- Location: White City Stadium
- Start date: 9 June
- End date: 23 June
- Total prize money: £1,050 (winner)

= 1934 English Greyhound Derby =

The 1934 Greyhound Derby took place during June with the final being held on 23 June 1934 at White City Stadium. The winner Davesland received a first prize of £1,050.

== Final result ==
At White City (over 525 yards):

| Position | Name of Greyhound | Breeding | Trap | SP | Time | Trainer |
|---|---|---|---|---|---|---|
| 1st | Davesland | Kick Him Down - Hasty Go | 4 | 3-1 | 29.81 | Jack Harvey (Harringay) |
| 2nd | Grey Raca | Barnamaghery - Maesydd Mischief | 3 | 6-4f | 29.97 | Johnny Bullock (Harringay) |
| 3rd | Wild Woolley | Hautley - Wild Witch | 6 | 5-1 | 30.05 | Harry Woolner (Clapton) |
| 4th | Brilliant Bob | Other Days - Birchfield Bessie | 1 | 3-1 | 30.37 | Sidney Orton (Wimbledon) |
| 5th | Kumm On Steve | Halmirah - Barbara Joan | 5 | 100-7 | 30.44 | Albert Jonas (White City - London) |
| 6th | Denham Peter | Deemster - Beauvallon | 2 | 3-1 | 32.76 | Mrs E.G Westley (Private) |

=== Distances ===
2, 1, 4, 1, 4 (lengths)

The distances between the greyhounds are in finishing order and shown in lengths. From 1927-1950 one length was equal to 0.06 of one second but race times are shown as 0.08 as per modern day calculations.

==Review==
The defending champion Wild Woolley returned in an attempt to win a second Derby and Brilliant Bob had come over from Ireland with a reputation after being purchased by A.J Dearman from Billy Quinn for £2,000. Brilliant Bob had won the 1933 Irish St Leger and 1934 Easter Cup and his new trainer Sidney Orton immediately entered him for the Laurels which he won. A change to the Derby format saw three qualify from each heat with just five runners in each. Brilliant Bob got the Derby underway by winning the very first heat. Heat seven was the strongest and wide running Gold Collar champion Davesland had drawn trap one but he still gained a victory, inflicting a defeat on Trafalgar Cup winner Grey Raca, who had been aiming for a twelfth successive win. Other significant heat winners included Beef Cutlet, Wild Woolley and 1933 finalist Lutwyche.

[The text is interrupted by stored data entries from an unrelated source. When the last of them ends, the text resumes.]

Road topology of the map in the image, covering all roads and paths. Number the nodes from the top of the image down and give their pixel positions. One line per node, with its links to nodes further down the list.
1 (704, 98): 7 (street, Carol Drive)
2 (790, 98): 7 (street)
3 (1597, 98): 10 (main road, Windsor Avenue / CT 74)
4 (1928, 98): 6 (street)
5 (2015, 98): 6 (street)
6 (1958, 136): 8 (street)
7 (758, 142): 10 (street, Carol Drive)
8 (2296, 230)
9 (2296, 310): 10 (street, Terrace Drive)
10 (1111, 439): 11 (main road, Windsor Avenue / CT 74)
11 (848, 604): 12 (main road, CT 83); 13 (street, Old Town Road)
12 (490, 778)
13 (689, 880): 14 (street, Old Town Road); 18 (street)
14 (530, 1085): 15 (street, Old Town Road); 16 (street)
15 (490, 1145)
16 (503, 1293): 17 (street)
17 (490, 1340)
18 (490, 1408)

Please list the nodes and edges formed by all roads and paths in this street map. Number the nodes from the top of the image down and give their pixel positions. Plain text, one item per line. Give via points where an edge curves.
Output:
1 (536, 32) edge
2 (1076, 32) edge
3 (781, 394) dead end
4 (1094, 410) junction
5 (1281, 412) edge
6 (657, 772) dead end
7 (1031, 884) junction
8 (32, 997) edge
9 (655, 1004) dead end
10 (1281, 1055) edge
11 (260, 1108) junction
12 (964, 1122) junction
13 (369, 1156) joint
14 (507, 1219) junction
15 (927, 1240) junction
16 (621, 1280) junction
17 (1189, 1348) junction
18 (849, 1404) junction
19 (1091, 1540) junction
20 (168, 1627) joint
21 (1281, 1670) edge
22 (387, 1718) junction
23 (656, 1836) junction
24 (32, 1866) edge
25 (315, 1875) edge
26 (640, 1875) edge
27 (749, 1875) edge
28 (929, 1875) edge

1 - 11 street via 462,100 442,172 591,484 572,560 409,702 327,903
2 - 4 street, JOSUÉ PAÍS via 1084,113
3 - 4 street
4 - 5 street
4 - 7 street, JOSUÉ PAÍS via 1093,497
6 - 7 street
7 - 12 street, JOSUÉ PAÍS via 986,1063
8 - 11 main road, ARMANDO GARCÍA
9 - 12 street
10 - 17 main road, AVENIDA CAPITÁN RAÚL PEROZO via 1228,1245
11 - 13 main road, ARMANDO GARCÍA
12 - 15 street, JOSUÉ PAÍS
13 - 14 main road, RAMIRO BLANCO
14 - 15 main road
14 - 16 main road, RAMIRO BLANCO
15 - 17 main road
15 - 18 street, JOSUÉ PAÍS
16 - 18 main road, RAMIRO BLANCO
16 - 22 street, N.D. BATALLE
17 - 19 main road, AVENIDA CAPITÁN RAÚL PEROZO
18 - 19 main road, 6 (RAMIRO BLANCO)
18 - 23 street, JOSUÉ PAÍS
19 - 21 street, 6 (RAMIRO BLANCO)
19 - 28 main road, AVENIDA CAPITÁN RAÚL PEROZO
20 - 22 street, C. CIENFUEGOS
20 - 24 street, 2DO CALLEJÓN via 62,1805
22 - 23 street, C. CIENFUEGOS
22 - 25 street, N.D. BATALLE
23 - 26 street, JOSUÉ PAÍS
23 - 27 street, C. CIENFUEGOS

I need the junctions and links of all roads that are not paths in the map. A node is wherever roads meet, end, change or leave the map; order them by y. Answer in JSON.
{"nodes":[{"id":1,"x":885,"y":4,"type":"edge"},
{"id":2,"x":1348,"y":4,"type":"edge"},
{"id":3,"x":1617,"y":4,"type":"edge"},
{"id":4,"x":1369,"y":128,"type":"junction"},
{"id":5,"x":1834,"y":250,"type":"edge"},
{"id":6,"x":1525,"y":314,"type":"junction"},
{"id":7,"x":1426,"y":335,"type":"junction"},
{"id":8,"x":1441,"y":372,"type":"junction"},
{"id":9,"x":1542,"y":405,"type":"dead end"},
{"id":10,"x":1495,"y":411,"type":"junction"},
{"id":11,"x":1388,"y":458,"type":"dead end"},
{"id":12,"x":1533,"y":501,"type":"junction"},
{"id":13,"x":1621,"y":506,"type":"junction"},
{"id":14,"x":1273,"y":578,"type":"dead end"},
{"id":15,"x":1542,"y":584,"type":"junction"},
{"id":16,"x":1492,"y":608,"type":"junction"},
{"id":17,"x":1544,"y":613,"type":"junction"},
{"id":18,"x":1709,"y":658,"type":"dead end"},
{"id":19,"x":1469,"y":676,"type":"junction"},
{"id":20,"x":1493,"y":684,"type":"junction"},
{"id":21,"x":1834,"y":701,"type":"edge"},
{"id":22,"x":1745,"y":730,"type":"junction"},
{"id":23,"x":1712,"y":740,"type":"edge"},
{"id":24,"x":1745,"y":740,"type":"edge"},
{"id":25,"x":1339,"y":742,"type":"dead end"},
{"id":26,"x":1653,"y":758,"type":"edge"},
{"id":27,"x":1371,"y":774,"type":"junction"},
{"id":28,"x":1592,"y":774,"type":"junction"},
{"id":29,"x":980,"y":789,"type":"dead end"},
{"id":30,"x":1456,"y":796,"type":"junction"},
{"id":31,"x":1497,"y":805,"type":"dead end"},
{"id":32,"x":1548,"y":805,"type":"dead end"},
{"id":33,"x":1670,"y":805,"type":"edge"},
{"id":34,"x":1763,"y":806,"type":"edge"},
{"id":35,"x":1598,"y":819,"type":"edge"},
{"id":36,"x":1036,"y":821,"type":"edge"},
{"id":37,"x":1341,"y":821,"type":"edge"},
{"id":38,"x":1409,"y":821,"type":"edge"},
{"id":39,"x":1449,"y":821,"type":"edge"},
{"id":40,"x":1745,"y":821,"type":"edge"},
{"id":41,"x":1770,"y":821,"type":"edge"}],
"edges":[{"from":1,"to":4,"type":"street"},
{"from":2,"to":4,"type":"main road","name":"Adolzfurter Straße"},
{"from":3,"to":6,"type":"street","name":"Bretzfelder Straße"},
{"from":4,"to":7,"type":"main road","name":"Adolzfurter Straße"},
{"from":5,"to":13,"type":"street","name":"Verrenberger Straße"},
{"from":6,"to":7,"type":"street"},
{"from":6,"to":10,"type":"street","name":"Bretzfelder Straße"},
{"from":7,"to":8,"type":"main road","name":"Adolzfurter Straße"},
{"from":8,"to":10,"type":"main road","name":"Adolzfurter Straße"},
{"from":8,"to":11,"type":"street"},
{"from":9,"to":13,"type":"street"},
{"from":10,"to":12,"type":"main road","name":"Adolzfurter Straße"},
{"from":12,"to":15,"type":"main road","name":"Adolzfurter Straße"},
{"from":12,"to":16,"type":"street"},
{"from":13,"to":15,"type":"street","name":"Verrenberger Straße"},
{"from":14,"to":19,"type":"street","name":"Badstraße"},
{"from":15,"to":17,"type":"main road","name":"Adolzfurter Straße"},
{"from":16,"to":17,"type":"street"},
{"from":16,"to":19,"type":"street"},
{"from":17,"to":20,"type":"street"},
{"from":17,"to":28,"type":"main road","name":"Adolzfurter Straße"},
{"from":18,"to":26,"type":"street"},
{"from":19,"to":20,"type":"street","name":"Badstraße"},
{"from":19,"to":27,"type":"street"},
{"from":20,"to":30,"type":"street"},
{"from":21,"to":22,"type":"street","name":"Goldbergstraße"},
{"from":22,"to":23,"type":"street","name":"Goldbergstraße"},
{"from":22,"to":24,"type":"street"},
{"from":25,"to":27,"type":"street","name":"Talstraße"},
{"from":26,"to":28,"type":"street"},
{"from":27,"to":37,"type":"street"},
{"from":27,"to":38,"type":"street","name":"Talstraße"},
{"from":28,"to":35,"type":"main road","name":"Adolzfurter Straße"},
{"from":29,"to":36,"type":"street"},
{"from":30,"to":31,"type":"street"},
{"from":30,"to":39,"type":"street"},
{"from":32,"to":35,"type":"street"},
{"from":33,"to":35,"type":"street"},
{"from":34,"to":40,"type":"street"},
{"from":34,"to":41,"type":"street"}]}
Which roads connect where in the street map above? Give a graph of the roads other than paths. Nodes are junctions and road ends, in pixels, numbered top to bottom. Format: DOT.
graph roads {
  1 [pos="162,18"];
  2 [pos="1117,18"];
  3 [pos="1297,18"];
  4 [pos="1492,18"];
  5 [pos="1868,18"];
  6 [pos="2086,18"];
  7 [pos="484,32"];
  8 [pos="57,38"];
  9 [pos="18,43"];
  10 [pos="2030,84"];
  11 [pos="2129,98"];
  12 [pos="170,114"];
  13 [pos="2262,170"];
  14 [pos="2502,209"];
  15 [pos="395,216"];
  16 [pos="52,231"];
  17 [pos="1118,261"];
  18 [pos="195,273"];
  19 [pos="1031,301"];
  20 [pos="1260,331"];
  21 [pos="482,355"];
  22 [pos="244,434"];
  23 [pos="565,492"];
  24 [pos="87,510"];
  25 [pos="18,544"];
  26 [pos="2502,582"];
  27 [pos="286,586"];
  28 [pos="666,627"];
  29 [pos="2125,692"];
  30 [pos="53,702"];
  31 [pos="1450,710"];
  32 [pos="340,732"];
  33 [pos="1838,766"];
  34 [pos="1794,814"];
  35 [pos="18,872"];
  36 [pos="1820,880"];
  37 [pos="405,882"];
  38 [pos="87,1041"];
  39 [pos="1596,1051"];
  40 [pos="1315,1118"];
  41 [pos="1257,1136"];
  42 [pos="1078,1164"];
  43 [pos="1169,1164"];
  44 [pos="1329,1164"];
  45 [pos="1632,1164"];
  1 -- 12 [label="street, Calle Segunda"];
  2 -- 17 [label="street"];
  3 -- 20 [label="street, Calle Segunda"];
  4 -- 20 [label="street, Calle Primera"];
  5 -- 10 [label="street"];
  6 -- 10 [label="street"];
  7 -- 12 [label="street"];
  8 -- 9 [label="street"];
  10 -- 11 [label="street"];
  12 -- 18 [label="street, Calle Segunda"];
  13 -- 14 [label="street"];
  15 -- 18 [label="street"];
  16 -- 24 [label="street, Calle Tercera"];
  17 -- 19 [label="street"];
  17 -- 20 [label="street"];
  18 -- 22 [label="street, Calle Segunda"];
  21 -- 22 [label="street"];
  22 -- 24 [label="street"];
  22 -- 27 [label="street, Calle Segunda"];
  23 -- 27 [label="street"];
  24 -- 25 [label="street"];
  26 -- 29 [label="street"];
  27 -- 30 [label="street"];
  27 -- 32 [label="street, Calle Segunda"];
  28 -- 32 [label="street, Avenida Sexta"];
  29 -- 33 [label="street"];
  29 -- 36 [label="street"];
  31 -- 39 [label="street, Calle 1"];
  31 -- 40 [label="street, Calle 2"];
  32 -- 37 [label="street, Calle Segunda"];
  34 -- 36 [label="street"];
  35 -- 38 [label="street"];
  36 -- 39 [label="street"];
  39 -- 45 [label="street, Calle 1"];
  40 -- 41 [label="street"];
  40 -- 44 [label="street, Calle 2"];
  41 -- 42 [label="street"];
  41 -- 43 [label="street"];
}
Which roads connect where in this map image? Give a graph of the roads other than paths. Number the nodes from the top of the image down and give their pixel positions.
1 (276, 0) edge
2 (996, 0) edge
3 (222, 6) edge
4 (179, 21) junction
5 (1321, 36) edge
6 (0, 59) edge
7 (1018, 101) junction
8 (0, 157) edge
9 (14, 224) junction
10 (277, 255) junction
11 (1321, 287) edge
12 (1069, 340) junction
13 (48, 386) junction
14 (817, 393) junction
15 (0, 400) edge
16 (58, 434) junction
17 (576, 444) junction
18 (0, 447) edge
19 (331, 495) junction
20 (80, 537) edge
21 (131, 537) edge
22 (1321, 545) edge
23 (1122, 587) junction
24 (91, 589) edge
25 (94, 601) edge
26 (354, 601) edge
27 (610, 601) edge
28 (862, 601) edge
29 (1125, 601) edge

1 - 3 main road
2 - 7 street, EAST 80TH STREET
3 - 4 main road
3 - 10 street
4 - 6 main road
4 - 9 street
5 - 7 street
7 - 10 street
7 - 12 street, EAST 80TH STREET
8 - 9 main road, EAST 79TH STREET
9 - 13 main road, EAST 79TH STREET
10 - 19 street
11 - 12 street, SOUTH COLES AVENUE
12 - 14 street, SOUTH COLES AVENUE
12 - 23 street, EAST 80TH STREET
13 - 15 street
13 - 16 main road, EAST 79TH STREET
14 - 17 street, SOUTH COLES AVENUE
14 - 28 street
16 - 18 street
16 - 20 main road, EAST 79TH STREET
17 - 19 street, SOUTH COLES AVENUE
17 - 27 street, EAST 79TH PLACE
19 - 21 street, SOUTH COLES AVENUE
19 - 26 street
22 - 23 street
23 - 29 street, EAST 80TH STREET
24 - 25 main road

The first semi-final was an open race in which Grey Raca (9/2) eased to a ten length win in 29.69, the fastest time of the competition to date; there had been trouble behind Grey Raca when Brilliant Bob and 11-4 favourite Roving Cutlet collided twice. Brilliant Bob gained second place and the privately trained Denham Peter ran on for the third qualifying place. In a competitive second semi-final the lead changed several times before Davesland (11/10f) claimed victory from Wild Woolley and Kumm On Steve in a time of 29.94. Beef Cutlet failed to progress as did Lutwyche who finished lame.

The Derby final was now the most important night of the greyhound racing calendar, the evening dress restaurant was fully booked months in advance. Grey Raca went into the final as 6-4 favourite and a third appearance for Wild Woolley cemented his legacy. Davesland owned by Frederick Brookes and trained by Jack Harvey was fast away and maintained a lead all the way in a fast time of 29.81. Kumm on Steve and Wild Woolley were bumped at the first and lost their chances. The favourite Grey Raca, was always second and could not challenge, Wild Woolley performed admirably and finished a creditable despite that he drew trap six again, a big handicap taking into account that he was a railer.